**** Data for this task ****

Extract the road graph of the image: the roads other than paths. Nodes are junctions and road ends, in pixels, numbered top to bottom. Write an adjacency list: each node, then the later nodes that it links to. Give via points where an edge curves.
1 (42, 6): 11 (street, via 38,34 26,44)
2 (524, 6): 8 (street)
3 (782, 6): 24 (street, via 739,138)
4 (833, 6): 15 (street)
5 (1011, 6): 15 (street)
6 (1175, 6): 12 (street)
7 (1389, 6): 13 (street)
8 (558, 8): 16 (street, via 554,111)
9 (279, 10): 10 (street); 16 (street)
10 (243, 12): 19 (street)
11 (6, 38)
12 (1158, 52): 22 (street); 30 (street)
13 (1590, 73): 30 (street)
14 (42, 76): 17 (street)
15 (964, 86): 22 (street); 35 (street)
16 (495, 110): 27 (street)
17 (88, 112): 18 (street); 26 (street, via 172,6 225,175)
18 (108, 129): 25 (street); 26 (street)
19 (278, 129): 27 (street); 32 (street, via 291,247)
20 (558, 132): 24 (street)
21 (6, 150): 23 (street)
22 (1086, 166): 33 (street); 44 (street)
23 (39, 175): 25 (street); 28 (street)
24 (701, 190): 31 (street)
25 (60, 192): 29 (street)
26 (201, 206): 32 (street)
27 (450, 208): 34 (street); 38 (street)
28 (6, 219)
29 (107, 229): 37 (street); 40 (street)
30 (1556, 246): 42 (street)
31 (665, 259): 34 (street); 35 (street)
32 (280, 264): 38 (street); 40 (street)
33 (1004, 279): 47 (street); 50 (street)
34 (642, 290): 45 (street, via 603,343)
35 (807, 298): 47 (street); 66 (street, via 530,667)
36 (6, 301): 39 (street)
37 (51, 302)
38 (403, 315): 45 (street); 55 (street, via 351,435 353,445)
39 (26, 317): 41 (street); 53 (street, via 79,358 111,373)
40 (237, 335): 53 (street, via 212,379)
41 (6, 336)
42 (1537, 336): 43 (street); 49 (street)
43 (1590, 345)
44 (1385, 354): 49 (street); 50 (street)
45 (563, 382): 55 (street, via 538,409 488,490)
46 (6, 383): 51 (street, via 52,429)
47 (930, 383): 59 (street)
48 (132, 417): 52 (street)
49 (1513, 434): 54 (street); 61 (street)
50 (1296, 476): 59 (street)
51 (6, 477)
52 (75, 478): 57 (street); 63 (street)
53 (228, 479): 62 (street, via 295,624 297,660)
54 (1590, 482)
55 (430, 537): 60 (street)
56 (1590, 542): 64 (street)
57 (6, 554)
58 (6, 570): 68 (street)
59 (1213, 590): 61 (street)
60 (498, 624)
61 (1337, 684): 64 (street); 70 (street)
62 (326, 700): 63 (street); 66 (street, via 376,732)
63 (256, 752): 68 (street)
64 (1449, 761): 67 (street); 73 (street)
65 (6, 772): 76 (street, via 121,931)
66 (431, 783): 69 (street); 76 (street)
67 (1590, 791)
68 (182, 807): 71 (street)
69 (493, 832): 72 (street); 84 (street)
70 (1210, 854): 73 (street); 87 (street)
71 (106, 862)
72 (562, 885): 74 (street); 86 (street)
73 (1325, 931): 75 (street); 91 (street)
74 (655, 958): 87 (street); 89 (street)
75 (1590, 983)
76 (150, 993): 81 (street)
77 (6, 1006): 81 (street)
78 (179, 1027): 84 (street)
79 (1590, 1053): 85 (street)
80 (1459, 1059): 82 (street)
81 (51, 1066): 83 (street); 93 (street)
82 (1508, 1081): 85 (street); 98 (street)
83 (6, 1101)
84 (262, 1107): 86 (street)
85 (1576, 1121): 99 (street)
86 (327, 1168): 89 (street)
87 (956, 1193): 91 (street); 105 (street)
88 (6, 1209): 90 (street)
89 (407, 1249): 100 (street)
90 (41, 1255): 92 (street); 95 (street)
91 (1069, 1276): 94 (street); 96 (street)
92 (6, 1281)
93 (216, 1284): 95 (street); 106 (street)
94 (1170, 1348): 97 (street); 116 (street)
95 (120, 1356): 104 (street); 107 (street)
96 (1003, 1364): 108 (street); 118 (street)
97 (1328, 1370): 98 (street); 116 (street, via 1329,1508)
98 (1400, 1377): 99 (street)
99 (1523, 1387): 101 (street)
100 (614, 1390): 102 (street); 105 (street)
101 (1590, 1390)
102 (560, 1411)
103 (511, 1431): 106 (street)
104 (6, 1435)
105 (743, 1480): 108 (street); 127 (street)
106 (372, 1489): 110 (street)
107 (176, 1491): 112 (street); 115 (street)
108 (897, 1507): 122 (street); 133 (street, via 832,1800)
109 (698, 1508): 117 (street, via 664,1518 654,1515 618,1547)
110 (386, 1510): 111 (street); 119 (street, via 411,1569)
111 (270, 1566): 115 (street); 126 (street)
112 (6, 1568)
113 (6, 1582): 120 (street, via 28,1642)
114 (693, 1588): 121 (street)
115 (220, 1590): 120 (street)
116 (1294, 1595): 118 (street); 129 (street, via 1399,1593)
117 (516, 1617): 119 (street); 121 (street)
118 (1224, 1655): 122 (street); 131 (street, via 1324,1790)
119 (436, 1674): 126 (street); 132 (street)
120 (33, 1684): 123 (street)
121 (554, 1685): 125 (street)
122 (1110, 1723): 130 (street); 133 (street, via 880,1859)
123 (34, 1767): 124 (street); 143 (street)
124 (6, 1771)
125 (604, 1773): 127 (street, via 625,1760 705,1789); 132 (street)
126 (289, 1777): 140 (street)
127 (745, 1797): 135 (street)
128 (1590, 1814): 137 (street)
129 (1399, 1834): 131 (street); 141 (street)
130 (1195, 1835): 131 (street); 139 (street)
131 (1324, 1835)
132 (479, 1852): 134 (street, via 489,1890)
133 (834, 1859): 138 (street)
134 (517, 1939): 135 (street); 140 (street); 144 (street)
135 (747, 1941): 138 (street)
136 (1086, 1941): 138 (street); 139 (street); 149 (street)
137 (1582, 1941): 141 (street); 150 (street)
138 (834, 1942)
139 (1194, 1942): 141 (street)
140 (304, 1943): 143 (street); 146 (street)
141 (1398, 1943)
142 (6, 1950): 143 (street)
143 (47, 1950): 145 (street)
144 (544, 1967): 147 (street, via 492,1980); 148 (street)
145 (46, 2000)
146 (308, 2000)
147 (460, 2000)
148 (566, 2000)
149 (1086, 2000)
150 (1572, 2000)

****

What to work on: Set down the records again in full. Match them exactly.

Answer below:
Extract the road graph of the image: the roads other than paths. Nodes are junctions and road ends, in pixels, numbered top to bottom. Write an adjacency list: each node, then the later nodes that it links to. Give via points where an edge curves.
1 (42, 6): 11 (street, via 38,34 26,44)
2 (524, 6): 8 (street)
3 (782, 6): 24 (street, via 739,138)
4 (833, 6): 15 (street)
5 (1011, 6): 15 (street)
6 (1175, 6): 12 (street)
7 (1389, 6): 13 (street)
8 (558, 8): 16 (street, via 554,111)
9 (279, 10): 10 (street); 16 (street)
10 (243, 12): 19 (street)
11 (6, 38)
12 (1158, 52): 22 (street); 30 (street)
13 (1590, 73): 30 (street)
14 (42, 76): 17 (street)
15 (964, 86): 22 (street); 35 (street)
16 (495, 110): 27 (street)
17 (88, 112): 18 (street); 26 (street, via 172,6 225,175)
18 (108, 129): 25 (street); 26 (street)
19 (278, 129): 27 (street); 32 (street, via 291,247)
20 (558, 132): 24 (street)
21 (6, 150): 23 (street)
22 (1086, 166): 33 (street); 44 (street)
23 (39, 175): 25 (street); 28 (street)
24 (701, 190): 31 (street)
25 (60, 192): 29 (street)
26 (201, 206): 32 (street)
27 (450, 208): 34 (street); 38 (street)
28 (6, 219)
29 (107, 229): 37 (street); 40 (street)
30 (1556, 246): 42 (street)
31 (665, 259): 34 (street); 35 (street)
32 (280, 264): 38 (street); 40 (street)
33 (1004, 279): 47 (street); 50 (street)
34 (642, 290): 45 (street, via 603,343)
35 (807, 298): 47 (street); 66 (street, via 530,667)
36 (6, 301): 39 (street)
37 (51, 302)
38 (403, 315): 45 (street); 55 (street, via 351,435 353,445)
39 (26, 317): 41 (street); 53 (street, via 79,358 111,373)
40 (237, 335): 53 (street, via 212,379)
41 (6, 336)
42 (1537, 336): 43 (street); 49 (street)
43 (1590, 345)
44 (1385, 354): 49 (street); 50 (street)
45 (563, 382): 55 (street, via 538,409 488,490)
46 (6, 383): 51 (street, via 52,429)
47 (930, 383): 59 (street)
48 (132, 417): 52 (street)
49 (1513, 434): 54 (street); 61 (street)
50 (1296, 476): 59 (street)
51 (6, 477)
52 (75, 478): 57 (street); 63 (street)
53 (228, 479): 62 (street, via 295,624 297,660)
54 (1590, 482)
55 (430, 537): 60 (street)
56 (1590, 542): 64 (street)
57 (6, 554)
58 (6, 570): 68 (street)
59 (1213, 590): 61 (street)
60 (498, 624)
61 (1337, 684): 64 (street); 70 (street)
62 (326, 700): 63 (street); 66 (street, via 376,732)
63 (256, 752): 68 (street)
64 (1449, 761): 67 (street); 73 (street)
65 (6, 772): 76 (street, via 121,931)
66 (431, 783): 69 (street); 76 (street)
67 (1590, 791)
68 (182, 807): 71 (street)
69 (493, 832): 72 (street); 84 (street)
70 (1210, 854): 73 (street); 87 (street)
71 (106, 862)
72 (562, 885): 74 (street); 86 (street)
73 (1325, 931): 75 (street); 91 (street)
74 (655, 958): 87 (street); 89 (street)
75 (1590, 983)
76 (150, 993): 81 (street)
77 (6, 1006): 81 (street)
78 (179, 1027): 84 (street)
79 (1590, 1053): 85 (street)
80 (1459, 1059): 82 (street)
81 (51, 1066): 83 (street); 93 (street)
82 (1508, 1081): 85 (street); 98 (street)
83 (6, 1101)
84 (262, 1107): 86 (street)
85 (1576, 1121): 99 (street)
86 (327, 1168): 89 (street)
87 (956, 1193): 91 (street); 105 (street)
88 (6, 1209): 90 (street)
89 (407, 1249): 100 (street)
90 (41, 1255): 92 (street); 95 (street)
91 (1069, 1276): 94 (street); 96 (street)
92 (6, 1281)
93 (216, 1284): 95 (street); 106 (street)
94 (1170, 1348): 97 (street); 116 (street)
95 (120, 1356): 104 (street); 107 (street)
96 (1003, 1364): 108 (street); 118 (street)
97 (1328, 1370): 98 (street); 116 (street, via 1329,1508)
98 (1400, 1377): 99 (street)
99 (1523, 1387): 101 (street)
100 (614, 1390): 102 (street); 105 (street)
101 (1590, 1390)
102 (560, 1411)
103 (511, 1431): 106 (street)
104 (6, 1435)
105 (743, 1480): 108 (street); 127 (street)
106 (372, 1489): 110 (street)
107 (176, 1491): 112 (street); 115 (street)
108 (897, 1507): 122 (street); 133 (street, via 832,1800)
109 (698, 1508): 117 (street, via 664,1518 654,1515 618,1547)
110 (386, 1510): 111 (street); 119 (street, via 411,1569)
111 (270, 1566): 115 (street); 126 (street)
112 (6, 1568)
113 (6, 1582): 120 (street, via 28,1642)
114 (693, 1588): 121 (street)
115 (220, 1590): 120 (street)
116 (1294, 1595): 118 (street); 129 (street, via 1399,1593)
117 (516, 1617): 119 (street); 121 (street)
118 (1224, 1655): 122 (street); 131 (street, via 1324,1790)
119 (436, 1674): 126 (street); 132 (street)
120 (33, 1684): 123 (street)
121 (554, 1685): 125 (street)
122 (1110, 1723): 130 (street); 133 (street, via 880,1859)
123 (34, 1767): 124 (street); 143 (street)
124 (6, 1771)
125 (604, 1773): 127 (street, via 625,1760 705,1789); 132 (street)
126 (289, 1777): 140 (street)
127 (745, 1797): 135 (street)
128 (1590, 1814): 137 (street)
129 (1399, 1834): 131 (street); 141 (street)
130 (1195, 1835): 131 (street); 139 (street)
131 (1324, 1835)
132 (479, 1852): 134 (street, via 489,1890)
133 (834, 1859): 138 (street)
134 (517, 1939): 135 (street); 140 (street); 144 (street)
135 (747, 1941): 138 (street)
136 (1086, 1941): 138 (street); 139 (street); 149 (street)
137 (1582, 1941): 141 (street); 150 (street)
138 (834, 1942)
139 (1194, 1942): 141 (street)
140 (304, 1943): 143 (street); 146 (street)
141 (1398, 1943)
142 (6, 1950): 143 (street)
143 (47, 1950): 145 (street)
144 (544, 1967): 147 (street, via 492,1980); 148 (street)
145 (46, 2000)
146 (308, 2000)
147 (460, 2000)
148 (566, 2000)
149 (1086, 2000)
150 (1572, 2000)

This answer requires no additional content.